▸ **LISTED RECORDS**

◇ ◇ ◇ ◇

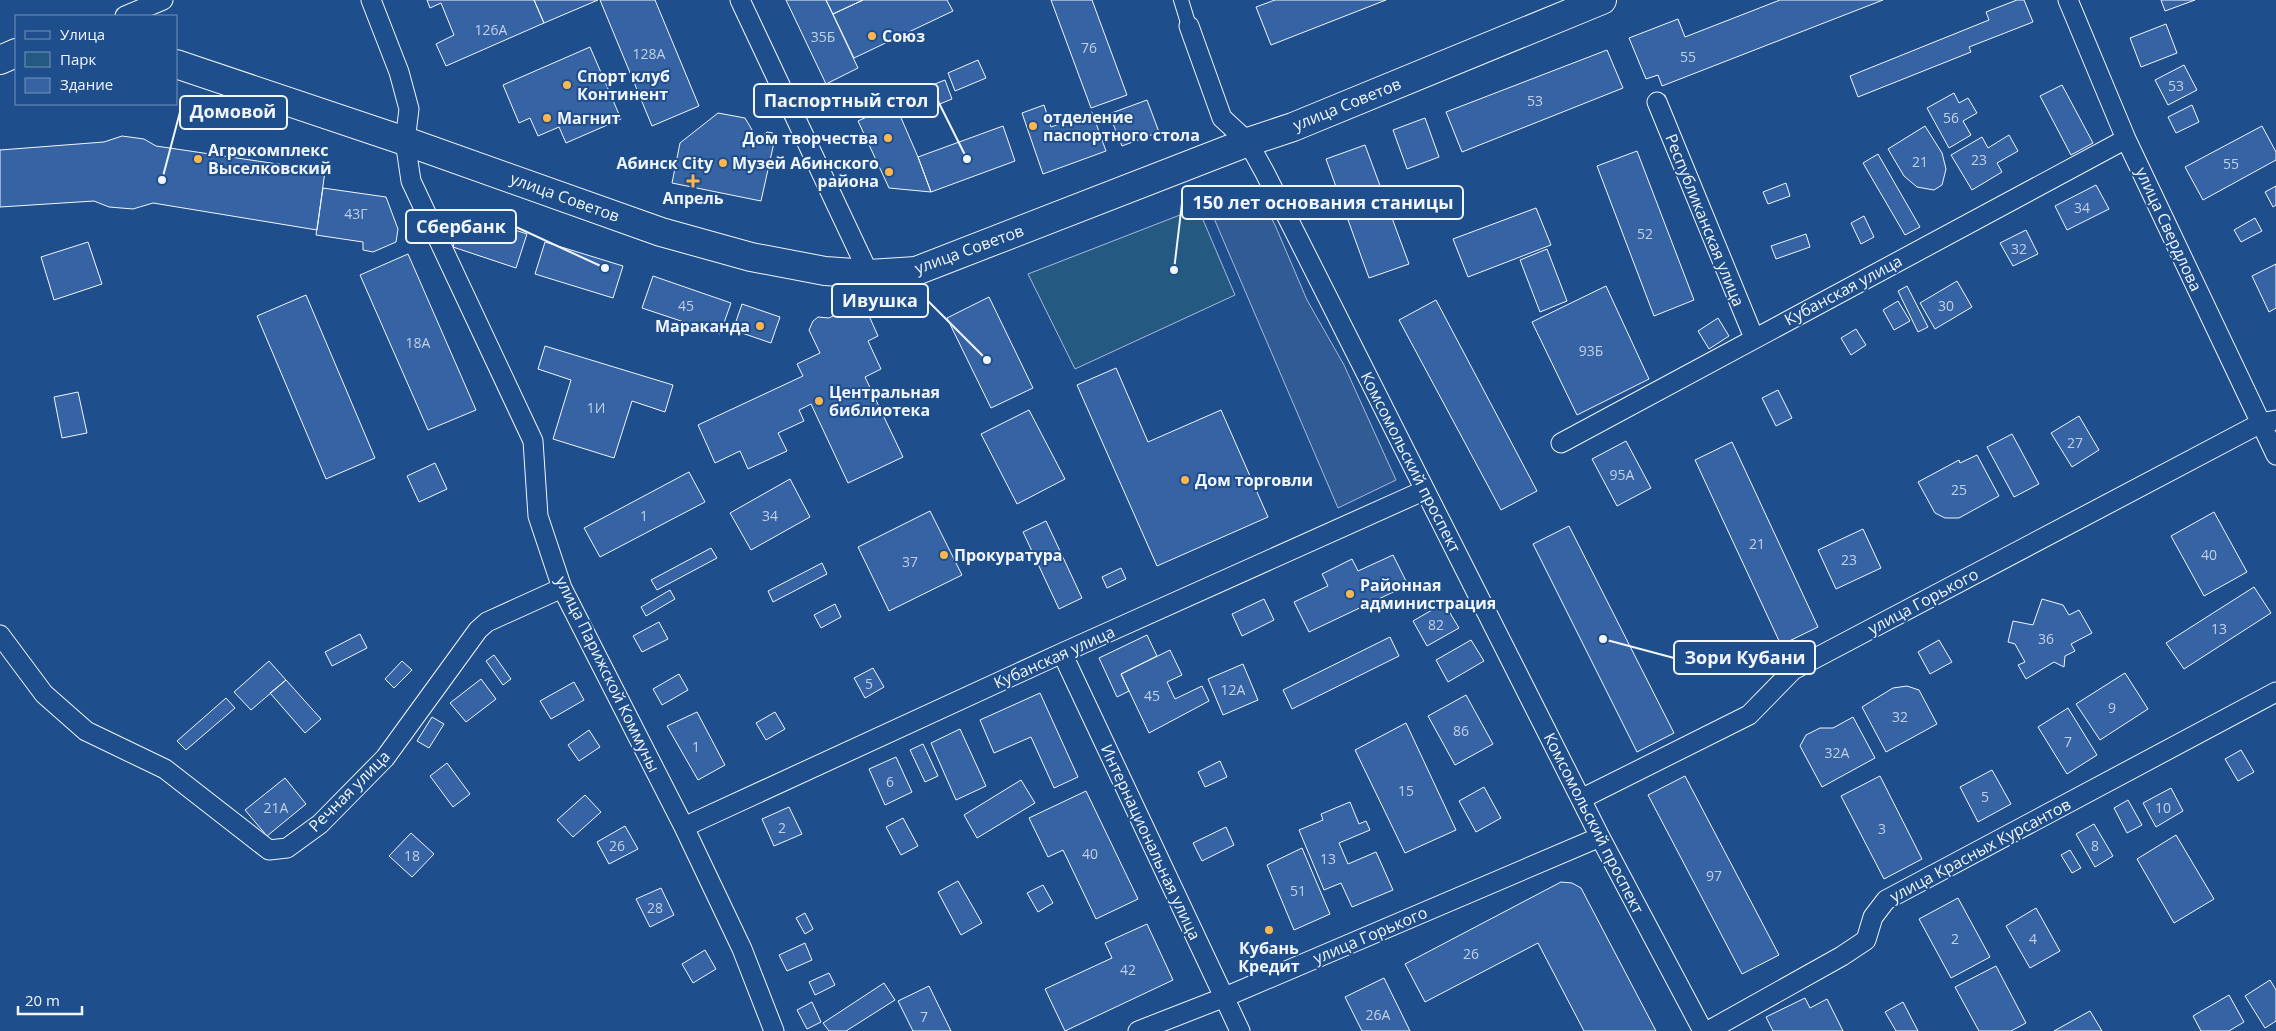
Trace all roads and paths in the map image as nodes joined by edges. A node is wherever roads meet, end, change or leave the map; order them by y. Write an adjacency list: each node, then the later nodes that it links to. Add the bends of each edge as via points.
1 (163, 0): 7 (street)
2 (371, 0): 14 (street, улица Парижской Коммуны, via 399,72 409,109)
3 (740, 0): 16 (street)
4 (1181, 0): 8 (street, Комсомольский проспект)
5 (1602, 0): 15 (main road, улица Советов, via 1293,127)
6 (2068, 0): 13 (street, улица Свердлова)
7 (127, 15)
8 (1189, 26): 15 (street, Комсомольский проспект, via 1222,118)
9 (15, 54): 10 (main road)
10 (0, 60)
11 (178, 65): 14 (main road, улица Советов)
12 (1657, 102): 17 (street, Республиканская улица)
13 (2126, 139): 17 (street, Кубанская улица); 18 (street, улица Свердлова)
14 (405, 141): 16 (main road, улица Советов, via 661,232 751,258 825,271); 22 (street, улица Парижской Коммуны, via 411,181 532,442 538,516)
15 (1248, 142): 16 (main road, улица Советов, via 916,271); 21 (street, Комсомольский проспект, via 1320,278)
16 (869, 274)
17 (1754, 338): 19 (street, Кубанская улица)
18 (2268, 422): 20 (street, улица Свердлова); 26 (street, улица Горького, via 1793,670 1749,715)
19 (1561, 443)
20 (2276, 456)
21 (1425, 490): 24 (street, Кубанская улица); 26 (street, Комсомольский проспект)
22 (562, 588): 23 (street, Речная улица, via 487,622 478,630 385,758 320,824 287,848 269,850 165,769 86,730 44,694); 27 (street, улица Парижской Коммуны)
23 (0, 635)
24 (1062, 653): 27 (street, Кубанская улица); 29 (street, Интернациональная улица)
25 (2276, 692): 34 (street, улица Красных Курсантов, via 1886,900 1873,917 1866,940)
26 (1581, 799): 28 (street, Комсомольский проспект)
27 (684, 827): 30 (street, улица Парижской Коммуны, via 742,949)
28 (1600, 837): 29 (street, улица Горького); 33 (street, Комсомольский проспект)
29 (1225, 997): 31 (street, улица Горького); 32 (street, Интернациональная улица)
30 (774, 1031)
31 (1138, 1031)
32 (1240, 1031)
33 (1703, 1031)
34 (1708, 1031)

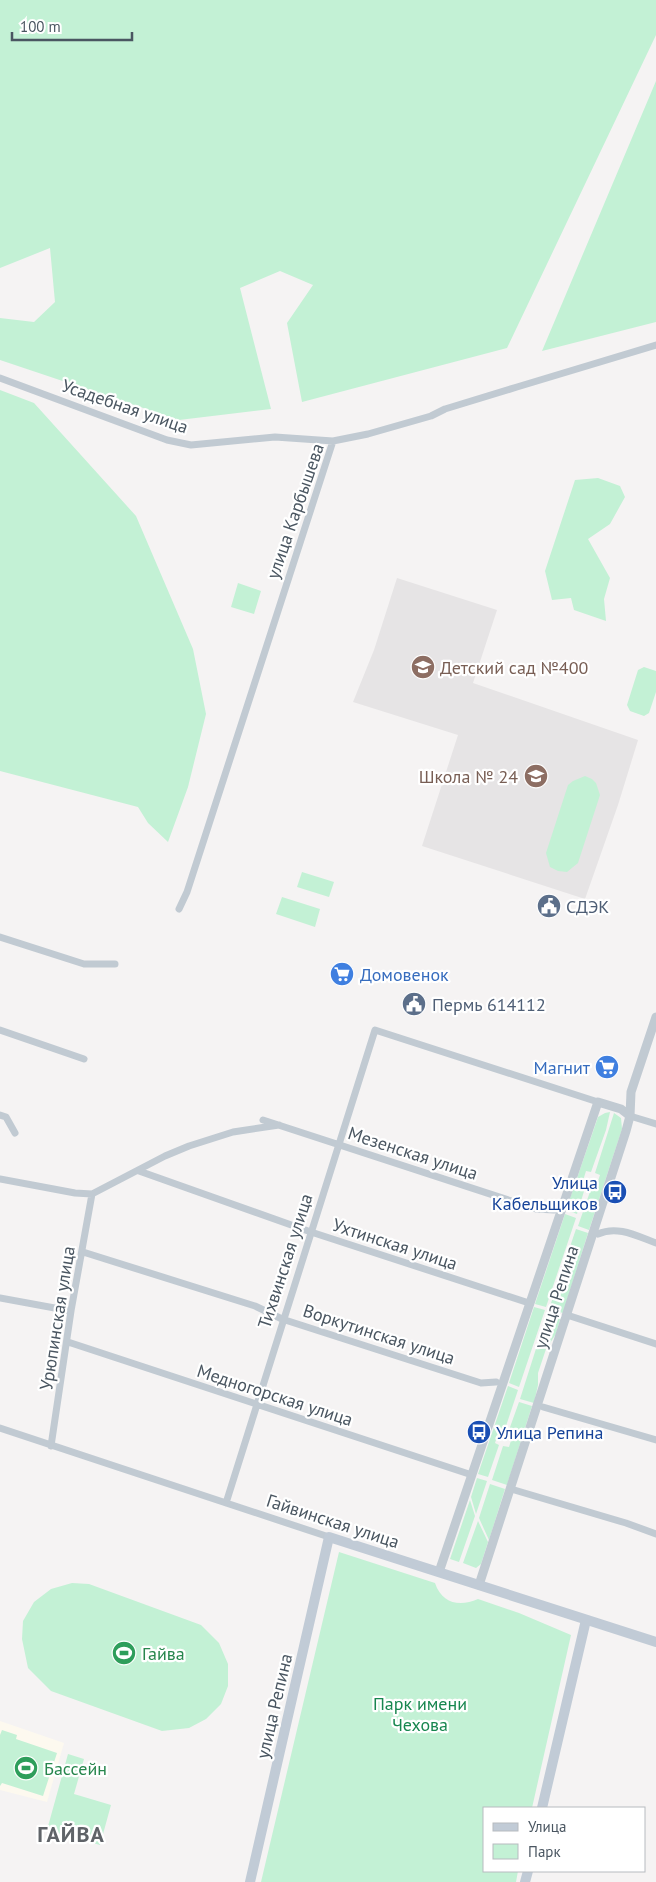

◇ ◇ ◇ ◇

▸ **WHAT THE TASK REQUIRES**
Establish how many lines of the entries hold the word "Горького", giving nothing but the number.

▸ **RESULT FOR THIS EXERCISE**
3